I love concrete, especially when it is skilfully power floated into a grain store.
I like it to be smooth enough that I can sweep wheat effortlessly with a 3ft-wide broom, with little friction between bristles and grain.
Our contractor, Paul Willis, and his team have worked their magic on our newest building, and to me, the glass-like floor is a thing of beauty. Perhaps I have been in lockdown too long?
Meanwhile, on the land, emerged wheats are a mixed bag.
Some are very patchy due to the unrelenting rain in the weeks after drilling, which has caused wheat to rot in the ground and, of course, created the perfect conditions for slugs.
Not too eager
We are being careful not to compound things by being too eager with herbicide applications.

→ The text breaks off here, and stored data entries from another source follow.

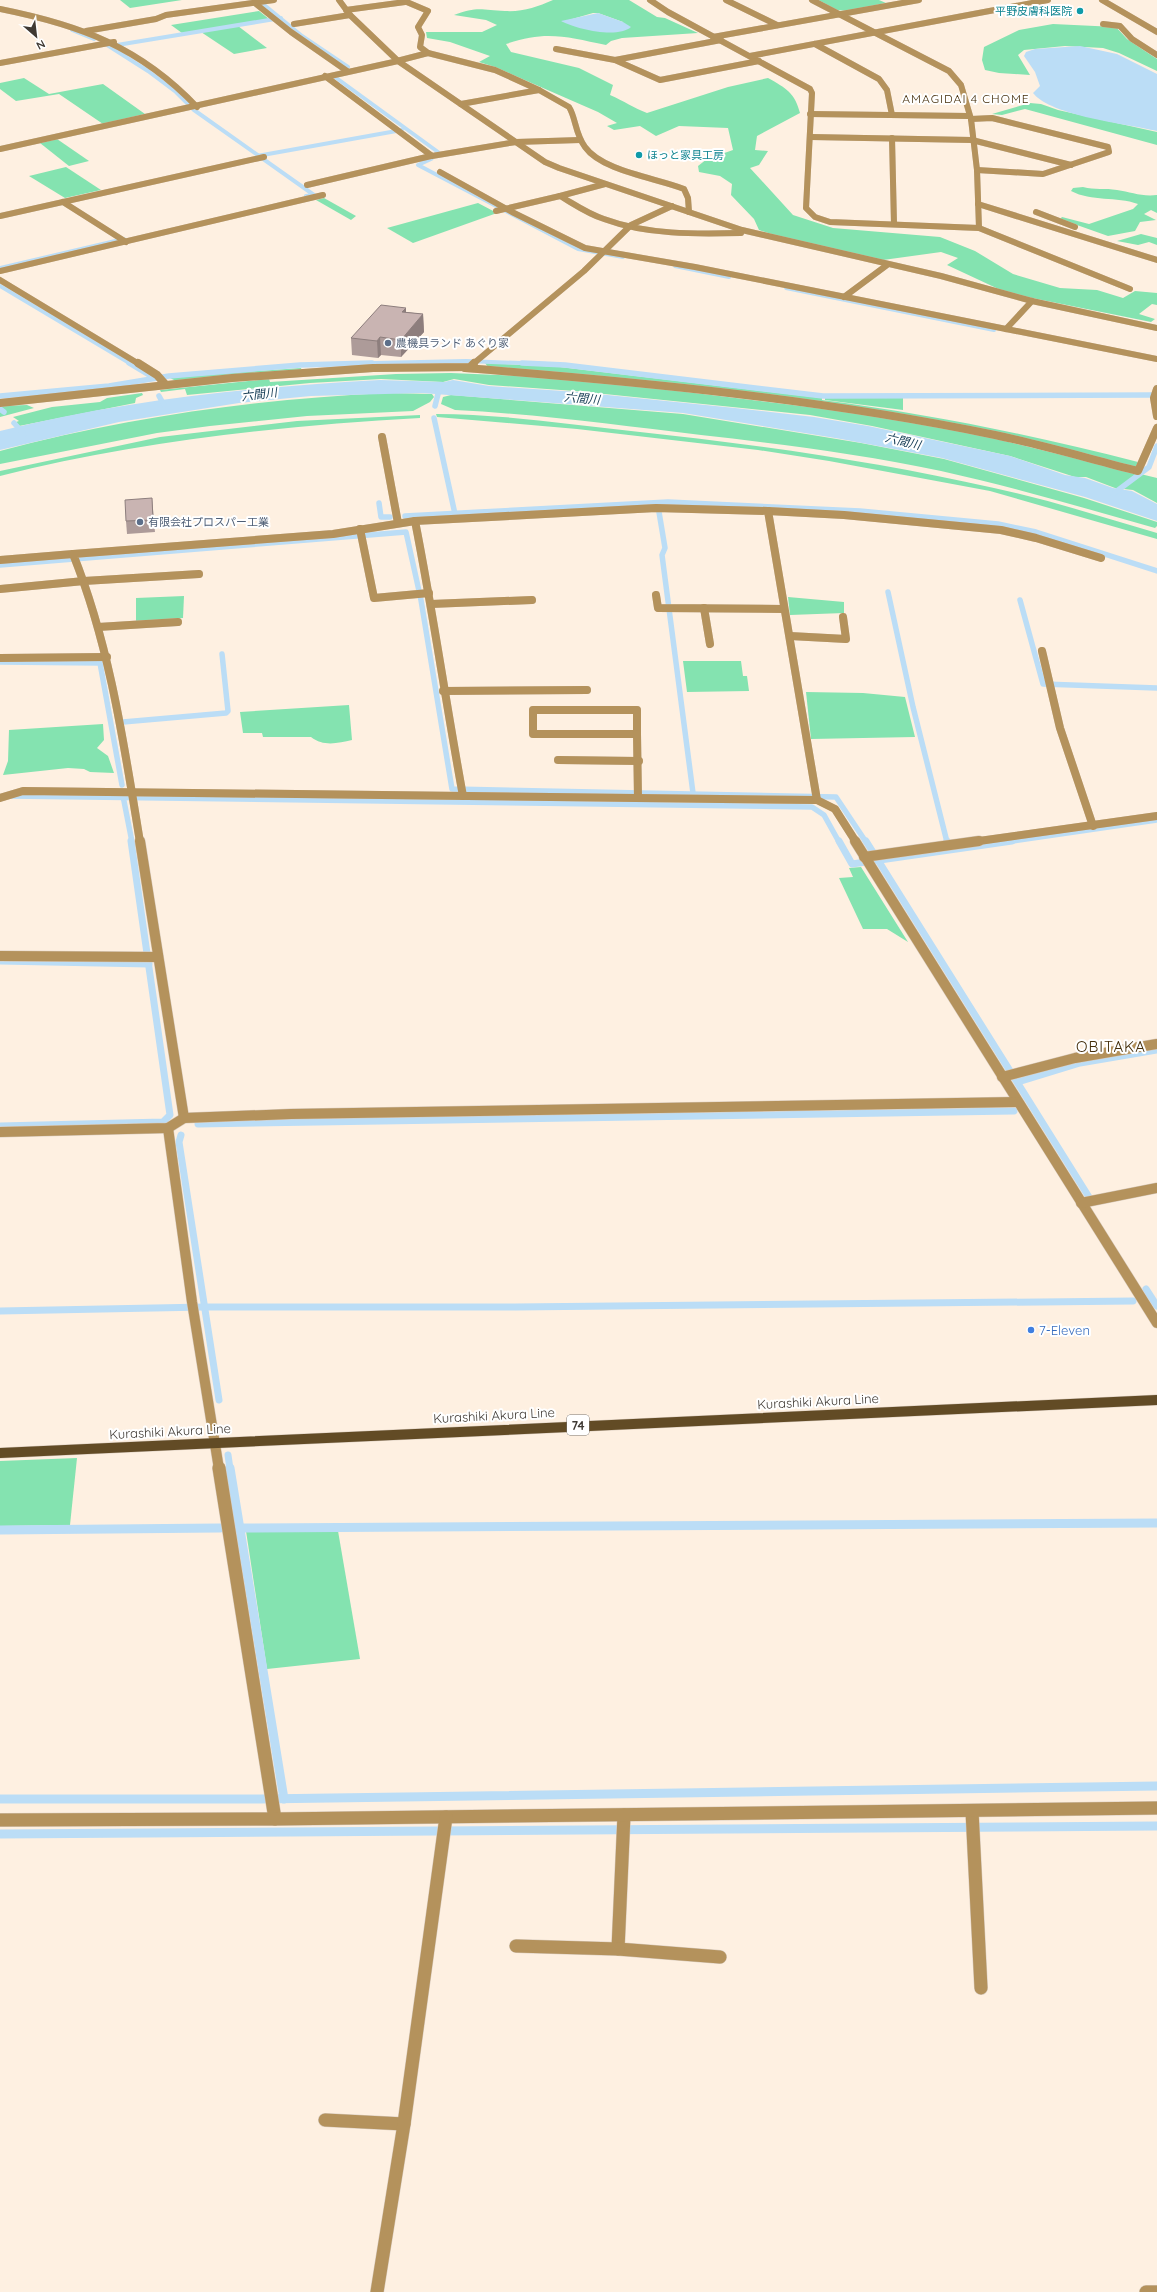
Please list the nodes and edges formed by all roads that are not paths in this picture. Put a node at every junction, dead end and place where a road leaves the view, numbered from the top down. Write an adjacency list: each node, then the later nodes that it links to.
1 (338, 0): 14 (street)
2 (650, 0): 23 (street)
3 (726, 0): 19 (street)
4 (812, 0): 15 (street)
5 (883, 0): 12 (street)
6 (919, 0): 12 (street)
7 (1048, 0): 21 (street)
8 (1102, 0): 22 (street)
9 (260, 1): 10 (street); 20 (street); 37 (street)
10 (272, 1)
11 (403, 1): 14 (street); 30 (street)
12 (892, 5): 15 (street)
13 (0, 9): 20 (street)
14 (346, 10): 16 (street)
15 (840, 14): 19 (street); 21 (street)
16 (350, 15): 17 (street); 34 (street)
17 (294, 24)
18 (1103, 24): 29 (street)
19 (777, 26): 23 (street)
20 (86, 31): 25 (street)
21 (875, 32): 26 (street); 44 (street)
22 (1157, 32)
23 (713, 37): 24 (street)
24 (721, 40): 32 (street); 33 (street)
25 (115, 44): 36 (street); 41 (street)
26 (815, 44): 32 (street); 43 (street)
27 (556, 49): 33 (street)
28 (1157, 49): 29 (street)
29 (1149, 50): 31 (street)
30 (428, 53): 34 (street); 39 (street)
31 (1157, 55)
32 (750, 56): 35 (street)
33 (615, 60): 35 (street)
34 (398, 61): 37 (street); 40 (street)
35 (759, 61): 42 (street)
36 (0, 64)
37 (347, 71): 38 (street)
38 (325, 76): 41 (street); 51 (street)
39 (539, 90): 40 (street); 47 (street)
40 (461, 104): 49 (street)
41 (193, 108): 50 (street)
42 (810, 114): 43 (street); 45 (street)
43 (892, 115): 44 (street)
44 (970, 118): 48 (street); 53 (street)
45 (811, 137): 46 (street); 67 (street)
46 (892, 138): 48 (street); 67 (street)
47 (580, 140): 49 (street); 64 (street)
48 (972, 140): 53 (street); 54 (street)
49 (516, 142): 51 (street); 56 (street)
50 (0, 149)
51 (433, 156): 57 (street)
52 (260, 158): 60 (street)
53 (1071, 165): 54 (street)
54 (977, 170): 61 (street)
55 (440, 172): 63 (street)
56 (605, 184): 59 (street); 62 (street)
57 (307, 185)
58 (323, 195): 72 (street)
59 (560, 196): 63 (street); 68 (street)
60 (63, 202): 66 (street); 72 (street)
61 (978, 204): 69 (street); 74 (street)
62 (672, 206): 64 (street); 68 (street)
63 (501, 210): 73 (street)
64 (689, 212): 70 (street)
65 (1036, 212): 71 (street)
66 (0, 216)
67 (894, 224): 69 (street)
68 (631, 225): 70 (street); 73 (street)
69 (979, 228): 78 (street)
70 (751, 232): 75 (street)
71 (1113, 239)
72 (124, 240): 76 (street)
73 (603, 254): 79 (street); 84 (street)
74 (1157, 260)
75 (887, 265): 79 (street); 80 (street)
76 (0, 271)
77 (0, 280): 85 (street)
78 (1130, 289)
79 (844, 297): 82 (street)
80 (1032, 301): 81 (street); 82 (street)
81 (1157, 328)
82 (1006, 329): 83 (street)
83 (1157, 359)
84 (463, 368): 85 (street); 89 (street)
85 (162, 379): 87 (street)
86 (1157, 390): 88 (street)
87 (0, 403)
88 (1157, 416)
89 (1157, 428)
90 (382, 436): 93 (street)
91 (768, 511): 92 (street); 96 (street); 106 (street)
92 (415, 521): 93 (street); 101 (street)
93 (398, 523): 94 (street)
94 (361, 534): 95 (street); 101 (street)
95 (74, 558): 97 (street); 99 (street)
96 (1101, 558)
97 (0, 560)
98 (199, 574): 99 (street)
99 (84, 581): 100 (street); 109 (street)
100 (0, 589)
101 (427, 594): 104 (street)
102 (656, 595): 105 (street)
103 (532, 600): 104 (street)
104 (431, 604): 116 (street)
105 (704, 608): 106 (street); 111 (street)
106 (784, 609): 110 (street)
107 (843, 617): 110 (street)
108 (178, 622): 109 (street)
109 (98, 627): 113 (street)
110 (790, 636): 123 (street)
111 (710, 644)
112 (1042, 651): 126 (street)
113 (107, 657): 114 (street); 122 (street)
114 (0, 658)
115 (587, 690): 116 (street)
116 (443, 691): 120 (street)
117 (638, 734): 117 (street); 119 (street)
118 (558, 760): 119 (street)
119 (639, 761): 121 (street)
120 (462, 792): 121 (street); 122 (street)
121 (638, 794): 123 (street)
122 (133, 796): 124 (street); 129 (street)
123 (817, 797): 127 (street)
124 (0, 798)
125 (1157, 816): 126 (street)
126 (1093, 826): 127 (street)
127 (868, 860): 131 (street)
128 (0, 956): 129 (street)
129 (152, 957): 133 (street)
130 (1157, 1044): 131 (street)
131 (1008, 1075): 132 (street)
132 (1017, 1102): 133 (street); 137 (street)
133 (184, 1118): 134 (street)
134 (168, 1128): 135 (street); 140 (street)
135 (0, 1132)
136 (1157, 1188): 137 (street)
137 (1081, 1203): 138 (street)
138 (1157, 1324)
139 (1157, 1400): 140 (main road, Kurashiki Akura Line / 74)
140 (215, 1443): 141 (main road, Kurashiki Akura Line / 74); 144 (street)
141 (0, 1453)
142 (1157, 1808): 143 (street)
143 (972, 1815): 146 (street); 151 (street)
144 (275, 1819): 145 (street); 147 (street)
145 (0, 1820)
146 (624, 1825): 147 (street); 149 (street)
147 (444, 1828): 153 (street)
148 (516, 1946): 149 (street)
149 (618, 1949): 150 (street)
150 (720, 1957)
151 (981, 1988)
152 (325, 2120): 153 (street)
153 (404, 2124): 154 (street)
154 (377, 2292)
155 (1146, 2292): 156 (street)
156 (1157, 2292)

The wheats are a bit tender, and since blackgrass is not too pressing a concern, it seems best to be cautious with the flufenacet, diflufenican and prosulfocarb mix.
The last thing we need is herbicide damage.

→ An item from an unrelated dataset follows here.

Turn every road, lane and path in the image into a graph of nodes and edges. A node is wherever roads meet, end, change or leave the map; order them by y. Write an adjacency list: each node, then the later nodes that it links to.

Video calls for work and leisure continue. Interestingly, we had more attendees at our recent online Essex NFU county meeting than when we meet in the pub.
It was arguably well attended because president Minette Batters joined us and shared insight in to some recent successful lobbying and demonstrated her good knowledge of the pressing issues in Essex, namely: seasonal labour shortages, rural crime and coastal defences.
Rams in with ewes
The rams are in with the Exlana ewes, moving through some electric-fenced cover crops of mustard, oil radish, barley, beans and vetch.

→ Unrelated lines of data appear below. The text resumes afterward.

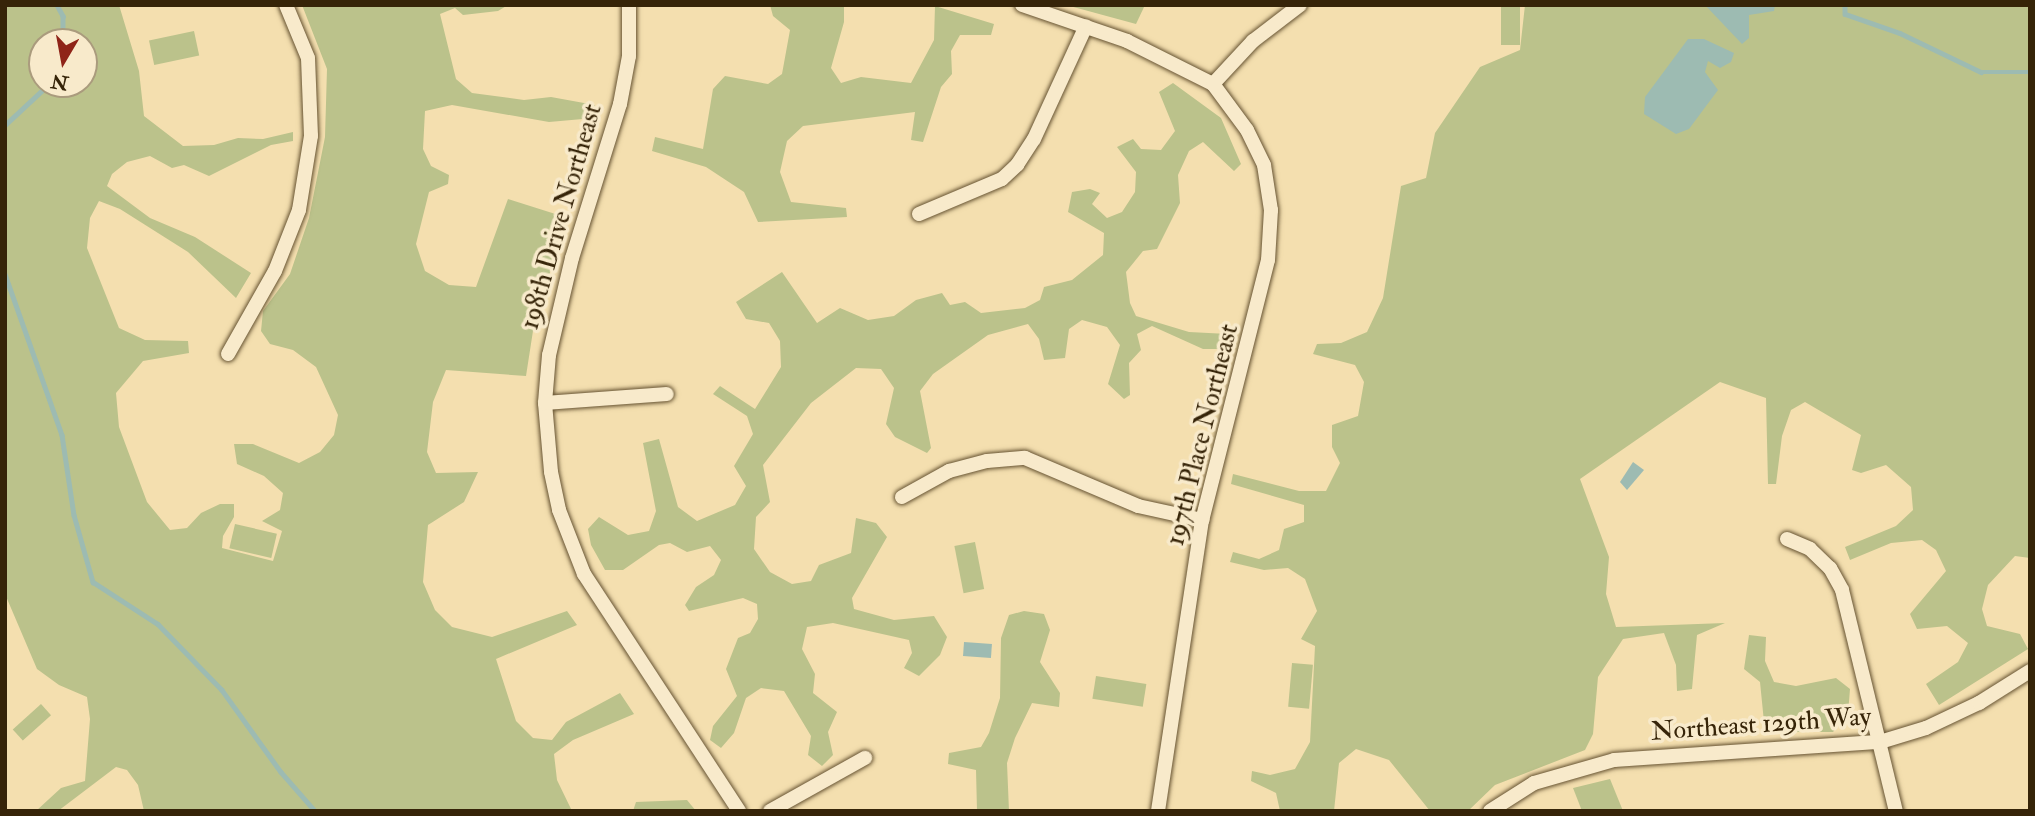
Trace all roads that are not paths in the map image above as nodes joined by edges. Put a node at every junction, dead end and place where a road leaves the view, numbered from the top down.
1 (286, 5) edge
2 (629, 5) edge
3 (1022, 5) edge
4 (1300, 5) edge
5 (1086, 26) junction
6 (1213, 84) junction
7 (919, 214) dead end
8 (228, 354) dead end
9 (667, 394) dead end
10 (545, 403) junction
11 (902, 497) dead end
12 (1202, 520) junction
13 (1787, 538) dead end
14 (2030, 671) edge
15 (1880, 742) junction
16 (865, 758) dead end
17 (739, 811) edge
18 (770, 811) edge
19 (1158, 811) edge
20 (1490, 811) edge
21 (1896, 811) edge

1 - 8 street
2 - 10 street, 198th Drive Northeast
3 - 5 street
4 - 6 street
5 - 6 street
5 - 7 street
6 - 12 street, 197th Place Northeast
9 - 10 street
10 - 17 street, 198th Drive Northeast
11 - 12 street
12 - 19 street, 197th Place Northeast
13 - 15 street
14 - 15 street, Northeast 129th Way
15 - 20 street, Northeast 129th Way
15 - 21 street
16 - 18 street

The flock is about a quarter of a mile from the yard with a footpath running round the entire field.
Despite numerous warning signs about the electric fence, there are still dog walkers letting their pets go and investigate the fence.
I hear the yelps of the dogs from the yard, and while I sympathise with the poor hounds, it is a useful audible way of knowing the fence is still alive and kicking.